Copy out the whole listing exactly as given. Skip the pictures.

- _SOURCE MATERIAL_
↓↓↓

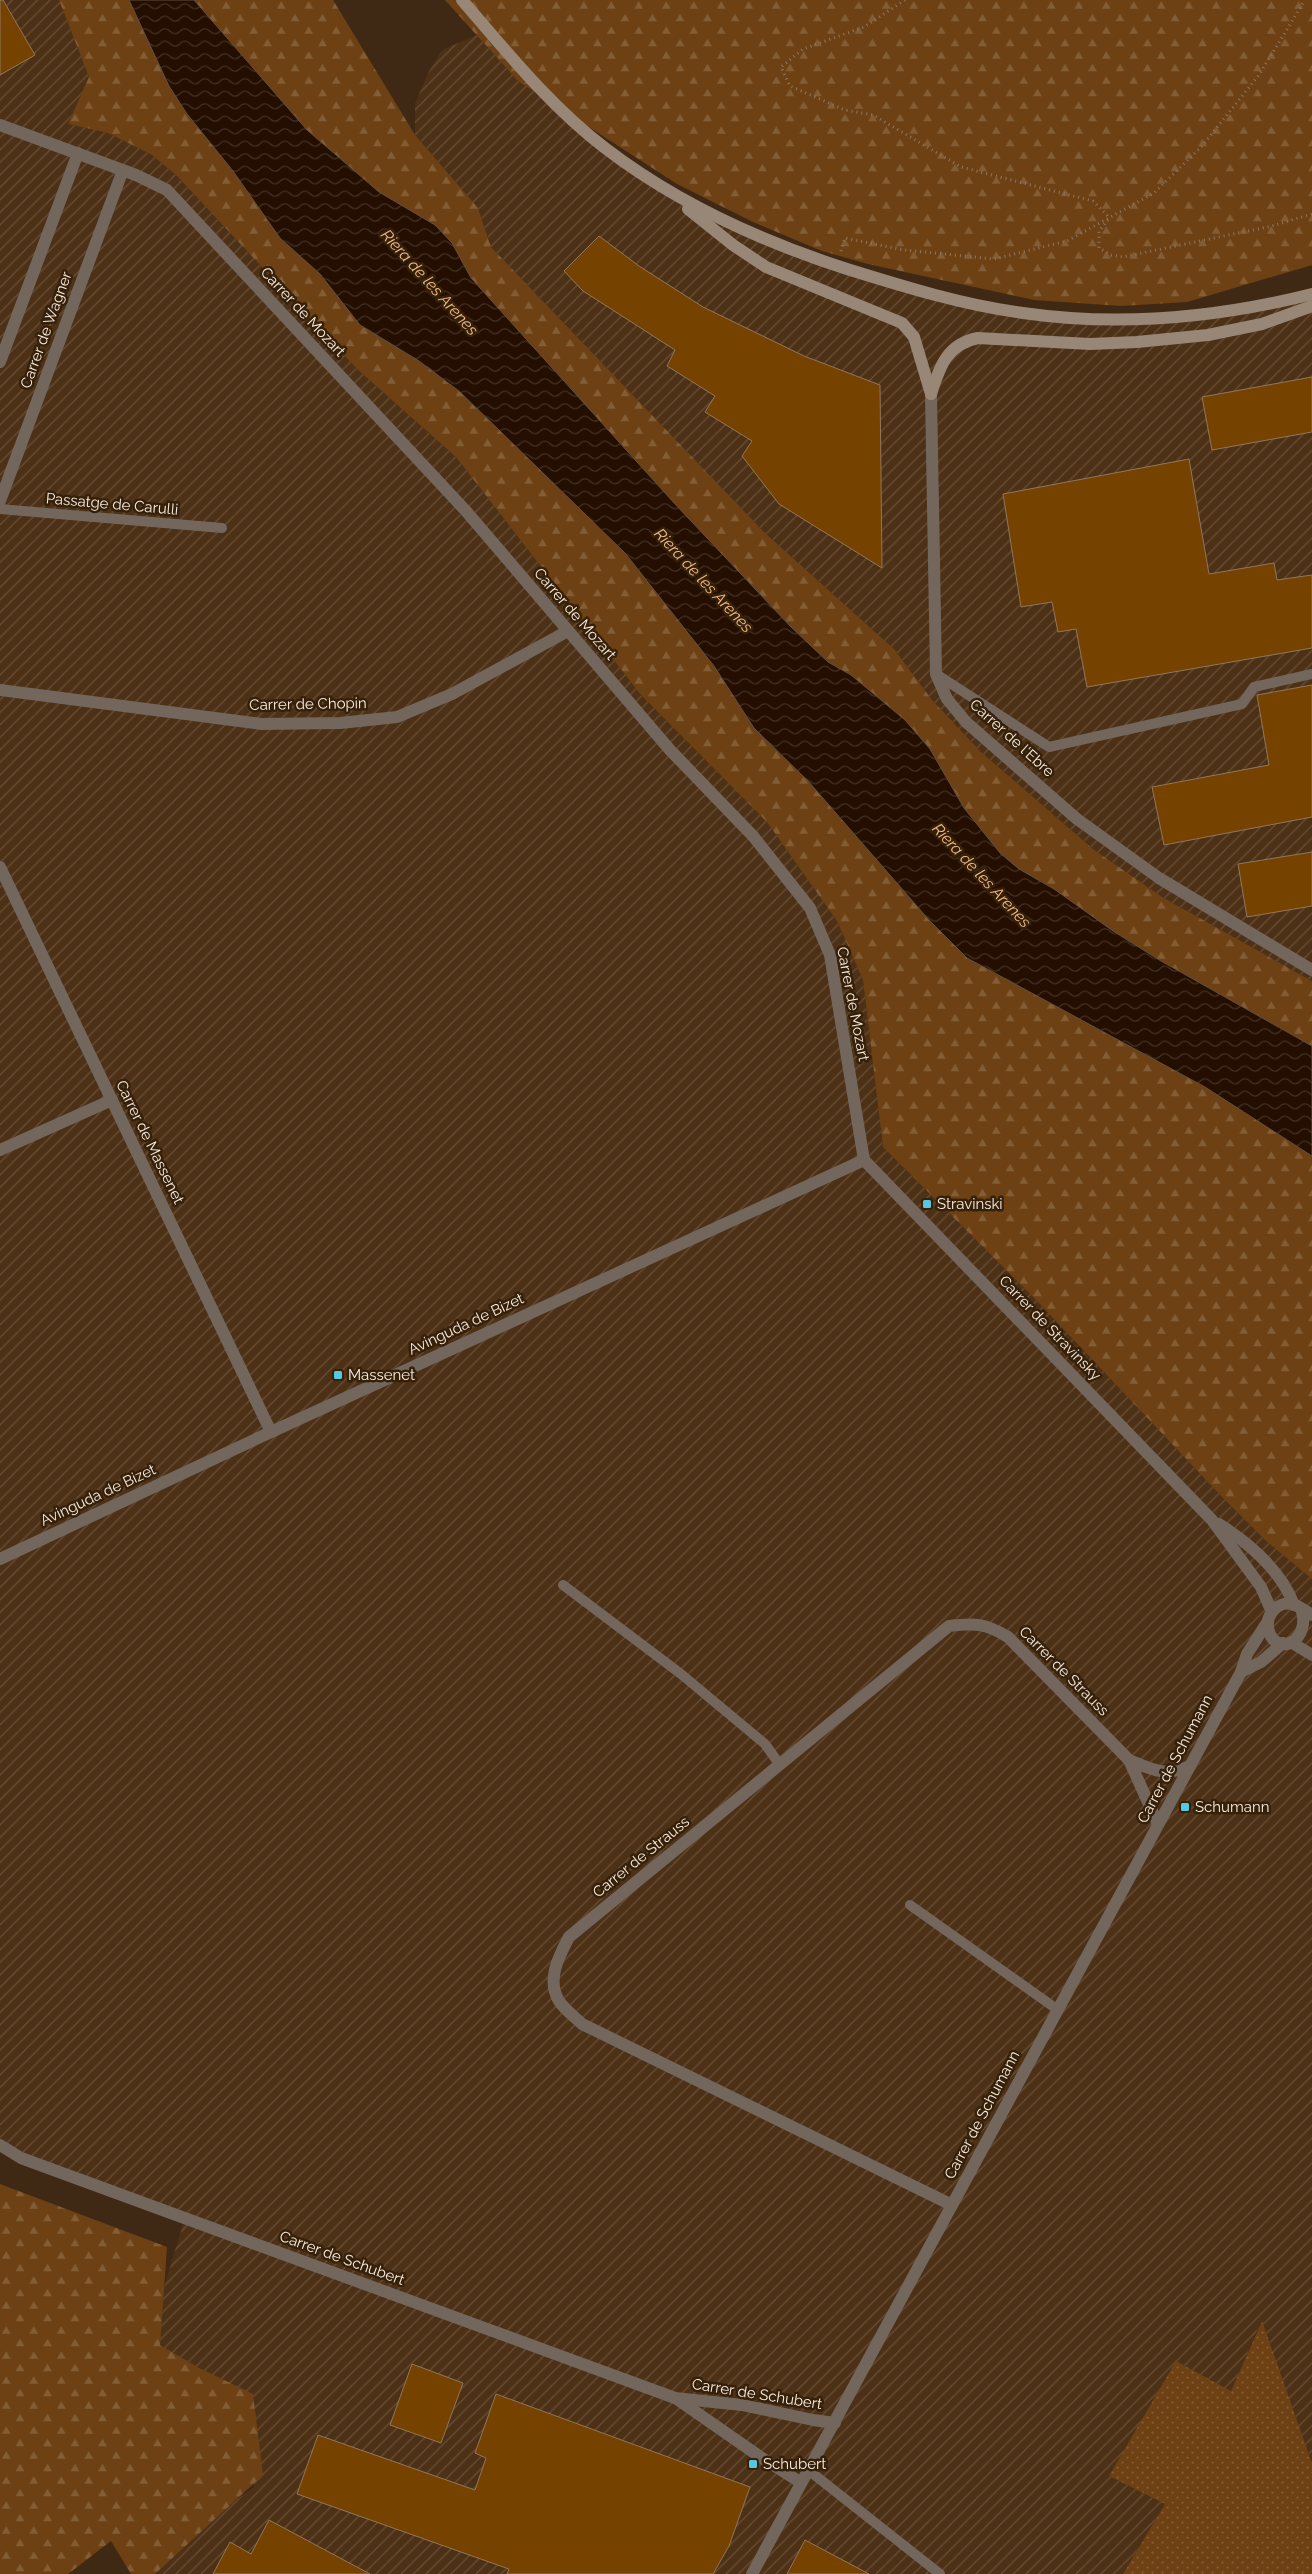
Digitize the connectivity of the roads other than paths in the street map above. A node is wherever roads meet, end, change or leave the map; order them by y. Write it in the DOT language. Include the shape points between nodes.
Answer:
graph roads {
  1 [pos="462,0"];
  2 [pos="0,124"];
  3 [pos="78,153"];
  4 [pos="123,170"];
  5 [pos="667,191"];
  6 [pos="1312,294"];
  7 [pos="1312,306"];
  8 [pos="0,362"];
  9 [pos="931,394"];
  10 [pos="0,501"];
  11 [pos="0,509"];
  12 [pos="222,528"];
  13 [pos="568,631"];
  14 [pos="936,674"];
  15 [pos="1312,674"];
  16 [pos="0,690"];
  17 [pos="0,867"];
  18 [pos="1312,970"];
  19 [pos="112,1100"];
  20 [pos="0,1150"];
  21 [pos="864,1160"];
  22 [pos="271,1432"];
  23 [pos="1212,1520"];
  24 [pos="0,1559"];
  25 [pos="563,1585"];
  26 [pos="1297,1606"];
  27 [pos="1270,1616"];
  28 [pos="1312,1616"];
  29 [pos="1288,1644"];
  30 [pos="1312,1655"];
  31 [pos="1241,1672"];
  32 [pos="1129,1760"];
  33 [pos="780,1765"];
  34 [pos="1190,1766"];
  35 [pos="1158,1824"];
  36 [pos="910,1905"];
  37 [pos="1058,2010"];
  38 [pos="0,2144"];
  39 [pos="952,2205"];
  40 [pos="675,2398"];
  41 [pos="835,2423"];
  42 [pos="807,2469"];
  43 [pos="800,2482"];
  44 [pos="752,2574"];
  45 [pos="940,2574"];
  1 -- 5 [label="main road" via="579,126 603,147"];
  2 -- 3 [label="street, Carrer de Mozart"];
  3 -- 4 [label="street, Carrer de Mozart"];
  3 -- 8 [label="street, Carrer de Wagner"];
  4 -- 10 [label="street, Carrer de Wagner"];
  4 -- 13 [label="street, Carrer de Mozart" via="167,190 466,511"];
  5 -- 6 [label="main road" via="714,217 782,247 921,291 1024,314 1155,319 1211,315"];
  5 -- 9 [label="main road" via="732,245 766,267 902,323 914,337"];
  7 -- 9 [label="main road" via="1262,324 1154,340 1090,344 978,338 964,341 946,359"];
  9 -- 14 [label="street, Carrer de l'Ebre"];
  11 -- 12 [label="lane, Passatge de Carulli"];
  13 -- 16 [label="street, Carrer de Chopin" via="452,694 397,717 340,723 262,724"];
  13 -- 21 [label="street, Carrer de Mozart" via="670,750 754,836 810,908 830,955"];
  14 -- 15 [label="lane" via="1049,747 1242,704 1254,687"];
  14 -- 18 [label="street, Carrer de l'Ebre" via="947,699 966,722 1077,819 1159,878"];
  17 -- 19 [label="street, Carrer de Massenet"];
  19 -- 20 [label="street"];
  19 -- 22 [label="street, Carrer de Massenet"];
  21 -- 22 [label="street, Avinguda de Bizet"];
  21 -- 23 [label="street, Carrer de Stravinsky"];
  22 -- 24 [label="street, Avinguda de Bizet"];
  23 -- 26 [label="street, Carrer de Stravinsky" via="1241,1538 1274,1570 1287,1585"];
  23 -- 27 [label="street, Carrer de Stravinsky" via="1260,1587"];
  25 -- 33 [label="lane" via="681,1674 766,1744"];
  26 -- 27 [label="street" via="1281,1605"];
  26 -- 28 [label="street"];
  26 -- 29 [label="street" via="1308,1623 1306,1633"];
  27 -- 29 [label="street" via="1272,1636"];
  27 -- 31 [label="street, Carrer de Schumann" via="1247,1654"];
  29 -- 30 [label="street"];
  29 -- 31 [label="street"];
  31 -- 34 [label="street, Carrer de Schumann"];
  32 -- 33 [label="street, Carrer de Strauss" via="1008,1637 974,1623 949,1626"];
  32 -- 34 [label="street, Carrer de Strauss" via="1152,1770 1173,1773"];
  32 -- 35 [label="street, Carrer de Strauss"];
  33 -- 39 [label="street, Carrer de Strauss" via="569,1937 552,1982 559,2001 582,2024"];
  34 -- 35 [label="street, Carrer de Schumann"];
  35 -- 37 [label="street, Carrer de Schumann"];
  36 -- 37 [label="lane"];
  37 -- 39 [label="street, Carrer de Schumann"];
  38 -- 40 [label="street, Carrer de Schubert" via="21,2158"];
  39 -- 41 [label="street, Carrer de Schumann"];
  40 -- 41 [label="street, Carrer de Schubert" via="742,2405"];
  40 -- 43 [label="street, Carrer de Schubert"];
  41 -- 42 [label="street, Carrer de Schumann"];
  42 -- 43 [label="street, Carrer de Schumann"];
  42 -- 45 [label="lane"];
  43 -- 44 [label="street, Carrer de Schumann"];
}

↑↑↑

- _TASK OUTPUT_
Digitize the connectivity of the roads other than paths in the street map above. A node is wherever roads meet, end, change or leave the map; order them by y. Write it in the DOT language. Include the shape points between nodes.
Answer:
graph roads {
  1 [pos="462,0"];
  2 [pos="0,124"];
  3 [pos="78,153"];
  4 [pos="123,170"];
  5 [pos="667,191"];
  6 [pos="1312,294"];
  7 [pos="1312,306"];
  8 [pos="0,362"];
  9 [pos="931,394"];
  10 [pos="0,501"];
  11 [pos="0,509"];
  12 [pos="222,528"];
  13 [pos="568,631"];
  14 [pos="936,674"];
  15 [pos="1312,674"];
  16 [pos="0,690"];
  17 [pos="0,867"];
  18 [pos="1312,970"];
  19 [pos="112,1100"];
  20 [pos="0,1150"];
  21 [pos="864,1160"];
  22 [pos="271,1432"];
  23 [pos="1212,1520"];
  24 [pos="0,1559"];
  25 [pos="563,1585"];
  26 [pos="1297,1606"];
  27 [pos="1270,1616"];
  28 [pos="1312,1616"];
  29 [pos="1288,1644"];
  30 [pos="1312,1655"];
  31 [pos="1241,1672"];
  32 [pos="1129,1760"];
  33 [pos="780,1765"];
  34 [pos="1190,1766"];
  35 [pos="1158,1824"];
  36 [pos="910,1905"];
  37 [pos="1058,2010"];
  38 [pos="0,2144"];
  39 [pos="952,2205"];
  40 [pos="675,2398"];
  41 [pos="835,2423"];
  42 [pos="807,2469"];
  43 [pos="800,2482"];
  44 [pos="752,2574"];
  45 [pos="940,2574"];
  1 -- 5 [label="main road" via="579,126 603,147"];
  2 -- 3 [label="street, Carrer de Mozart"];
  3 -- 4 [label="street, Carrer de Mozart"];
  3 -- 8 [label="street, Carrer de Wagner"];
  4 -- 10 [label="street, Carrer de Wagner"];
  4 -- 13 [label="street, Carrer de Mozart" via="167,190 466,511"];
  5 -- 6 [label="main road" via="714,217 782,247 921,291 1024,314 1155,319 1211,315"];
  5 -- 9 [label="main road" via="732,245 766,267 902,323 914,337"];
  7 -- 9 [label="main road" via="1262,324 1154,340 1090,344 978,338 964,341 946,359"];
  9 -- 14 [label="street, Carrer de l'Ebre"];
  11 -- 12 [label="lane, Passatge de Carulli"];
  13 -- 16 [label="street, Carrer de Chopin" via="452,694 397,717 340,723 262,724"];
  13 -- 21 [label="street, Carrer de Mozart" via="670,750 754,836 810,908 830,955"];
  14 -- 15 [label="lane" via="1049,747 1242,704 1254,687"];
  14 -- 18 [label="street, Carrer de l'Ebre" via="947,699 966,722 1077,819 1159,878"];
  17 -- 19 [label="street, Carrer de Massenet"];
  19 -- 20 [label="street"];
  19 -- 22 [label="street, Carrer de Massenet"];
  21 -- 22 [label="street, Avinguda de Bizet"];
  21 -- 23 [label="street, Carrer de Stravinsky"];
  22 -- 24 [label="street, Avinguda de Bizet"];
  23 -- 26 [label="street, Carrer de Stravinsky" via="1241,1538 1274,1570 1287,1585"];
  23 -- 27 [label="street, Carrer de Stravinsky" via="1260,1587"];
  25 -- 33 [label="lane" via="681,1674 766,1744"];
  26 -- 27 [label="street" via="1281,1605"];
  26 -- 28 [label="street"];
  26 -- 29 [label="street" via="1308,1623 1306,1633"];
  27 -- 29 [label="street" via="1272,1636"];
  27 -- 31 [label="street, Carrer de Schumann" via="1247,1654"];
  29 -- 30 [label="street"];
  29 -- 31 [label="street"];
  31 -- 34 [label="street, Carrer de Schumann"];
  32 -- 33 [label="street, Carrer de Strauss" via="1008,1637 974,1623 949,1626"];
  32 -- 34 [label="street, Carrer de Strauss" via="1152,1770 1173,1773"];
  32 -- 35 [label="street, Carrer de Strauss"];
  33 -- 39 [label="street, Carrer de Strauss" via="569,1937 552,1982 559,2001 582,2024"];
  34 -- 35 [label="street, Carrer de Schumann"];
  35 -- 37 [label="street, Carrer de Schumann"];
  36 -- 37 [label="lane"];
  37 -- 39 [label="street, Carrer de Schumann"];
  38 -- 40 [label="street, Carrer de Schubert" via="21,2158"];
  39 -- 41 [label="street, Carrer de Schumann"];
  40 -- 41 [label="street, Carrer de Schubert" via="742,2405"];
  40 -- 43 [label="street, Carrer de Schubert"];
  41 -- 42 [label="street, Carrer de Schumann"];
  42 -- 43 [label="street, Carrer de Schumann"];
  42 -- 45 [label="lane"];
  43 -- 44 [label="street, Carrer de Schumann"];
}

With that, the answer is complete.